Luca Giordano’s drawings reflect the curiosity of this clever artist who was able to adapt to every situation in order to create with efficiency and panache. The many metamorphoses of his graphic style are intriguing: straight or curved lines, angularity or sinuosity, drawing with simple lines or abundantly washed … Giordano explored many techniques, graphic styles, and handwritings, sometimes very different one from the other, which can make attributions complicated. This drawing combines lines in pen and brown ink with a red chalk under-drawing on a beige prepared paper. The pen line is rather straightforward and unembellished, and yet the artist manages to suggest volume and depth.

 

The subject remains a mystery to solve: a woman is pulling out an arrow from the side of a wounded recumbent man. The suggestion that it could be St. Sebastien cured by St. Irene, a subject Giordano treated many times, is contradicted by the absence of Irene’s maid and by the fact that the man is dressed whereas the wounded saint is usually represented naked.
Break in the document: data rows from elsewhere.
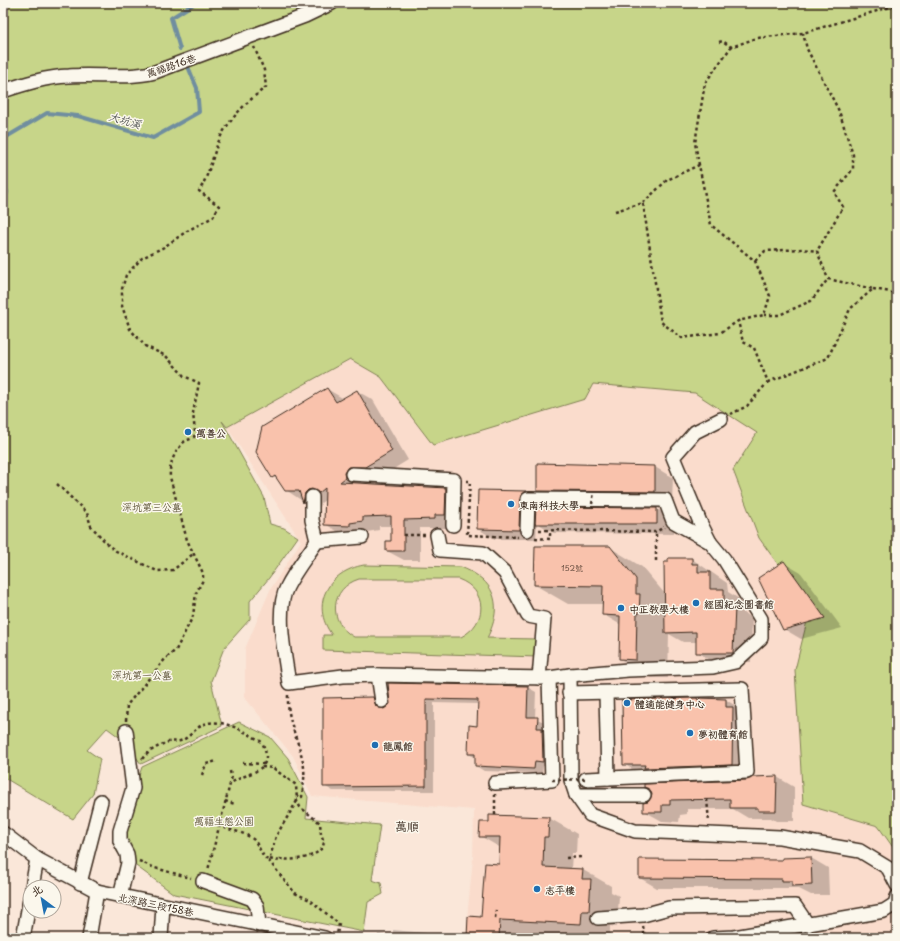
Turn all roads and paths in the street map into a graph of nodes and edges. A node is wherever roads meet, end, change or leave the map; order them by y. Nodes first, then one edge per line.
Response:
1 (332, 3) edge
2 (897, 5) edge
3 (803, 34) junction
4 (249, 36) junction
5 (719, 42) dead end
6 (730, 47) junction
7 (3, 92) edge
8 (699, 165) junction
9 (643, 203) junction
10 (614, 211) dead end
11 (817, 251) junction
12 (755, 261) junction
13 (828, 279) junction
14 (873, 289) junction
15 (897, 293) edge
16 (764, 315) junction
17 (738, 321) junction
18 (768, 382) junction
19 (721, 419) joint
20 (352, 474) dead end
21 (470, 481) dead end
22 (57, 484) dead end
23 (594, 492) dead end
24 (312, 497) dead end
25 (592, 504) dead end
26 (673, 521) junction
27 (453, 525) dead end
28 (550, 531) junction
29 (656, 532) junction
30 (404, 535) dead end
31 (437, 535) joint
32 (529, 535) junction
33 (362, 537) dead end
34 (317, 541) junction
35 (710, 542) junction
36 (193, 554) junction
37 (656, 561) dead end
38 (378, 675) junction
39 (570, 675) junction
40 (544, 678) junction
41 (289, 683) junction
42 (569, 693) junction
43 (606, 693) junction
44 (382, 701) dead end
45 (126, 731) joint
46 (217, 761) dead end
47 (243, 763) dead end
48 (263, 765) junction
49 (130, 770) junction
50 (230, 771) dead end
51 (202, 775) dead end
52 (608, 778) junction
53 (586, 779) joint
54 (552, 780) junction
55 (232, 782) junction
56 (495, 783) dead end
57 (576, 795) junction
58 (644, 795) dead end
59 (297, 796) junction
60 (707, 799) dead end
61 (101, 801) dead end
62 (297, 801) junction
63 (225, 802) junction
64 (235, 804) dead end
65 (218, 826) junction
66 (709, 829) dead end
67 (3, 833) edge
68 (584, 857) dead end
69 (566, 858) dead end
70 (37, 859) junction
71 (269, 860) junction
72 (145, 864) dead end
73 (205, 875) junction
74 (33, 879) edge
75 (80, 883) junction
76 (897, 884) edge
77 (97, 891) junction
78 (120, 896) junction
79 (897, 898) edge
80 (163, 905) junction
81 (496, 910) dead end
82 (495, 918) dead end
83 (598, 918) dead end
84 (26, 919) edge
85 (259, 925) junction
86 (808, 925) junction
87 (23, 938) edge
88 (89, 938) edge
89 (161, 938) edge
90 (325, 938) edge
91 (336, 938) edge
92 (713, 938) edge

1 - 4 street, 萬福路16巷
2 - 3 path
3 - 6 path
3 - 11 path
4 - 7 street, 萬福路16巷
4 - 36 path
5 - 6 path
6 - 8 path
8 - 9 path
8 - 12 path
9 - 10 path
9 - 17 path
11 - 12 path
11 - 13 path
12 - 16 path
13 - 14 path
13 - 16 path
14 - 15 path
14 - 18 path
16 - 17 path
17 - 18 path
18 - 19 path
19 - 35 street
20 - 27 street
21 - 32 path
22 - 36 path
23 - 25 path, bridge
24 - 34 street
26 - 29 path
26 - 32 street
26 - 35 street
28 - 29 path
28 - 32 path
28 - 32 path
29 - 37 path
30 - 31 path
31 - 40 street
33 - 34 street
34 - 41 street
35 - 39 street
36 - 45 path
38 - 40 street
38 - 41 street
38 - 44 street
39 - 40 street
39 - 42 street
40 - 54 street
41 - 59 path
42 - 43 street
42 - 57 street
43 - 52 street
43 - 52 street
45 - 49 street
46 - 51 path
47 - 48 path
48 - 49 path
48 - 55 path
48 - 59 path
49 - 78 street
50 - 55 path
52 - 53 street
53 - 54 path, bridge
54 - 56 street
55 - 63 path
57 - 58 street
57 - 76 street
59 - 62 path
60 - 66 path
61 - 75 street
62 - 71 path
62 - 71 path
63 - 64 path
63 - 65 path
65 - 71 path
65 - 73 path
67 - 70 street, 北深路三段158巷
68 - 69 path
70 - 74 street
70 - 75 street, 北深路三段158巷
71 - 91 path
72 - 73 path
73 - 85 street
75 - 77 street, 北深路三段158巷
77 - 78 street, 北深路三段158巷
77 - 88 street
78 - 80 street, 北深路三段158巷
79 - 86 street
80 - 85 street, 北深路三段158巷
80 - 89 street
81 - 82 path
83 - 86 street
84 - 87 street
85 - 90 street, 北深路三段158巷
86 - 92 street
The presence of a dog in the background, swiftly sketched in red chalk, evokes the world of hunting. Hunting accidents are frequent in Diane’s stories, but this scene does not represent the more painted ones, Acteon’s and Orion’s deaths.

 

Condition report – The sheet is not pasted. The lower part of the sheet restored on 4 mm. A horizontal strip of paper was added on the lower part of the verso (visible on photograph). 

Negligible trace of a vertical folding on the right. Some foxing or stains on the right edge and bottom of the composition.  The ink and red chalk are in very good condition.

Framing options

Pas de cadre, Cadre Louis XVI plat Or (4cm), Cadre Louis XVI plat Noir et Or (4cm), Cadre inversé (3,3 cm) teinté ébène, Cadre Louis XVI or (3cm)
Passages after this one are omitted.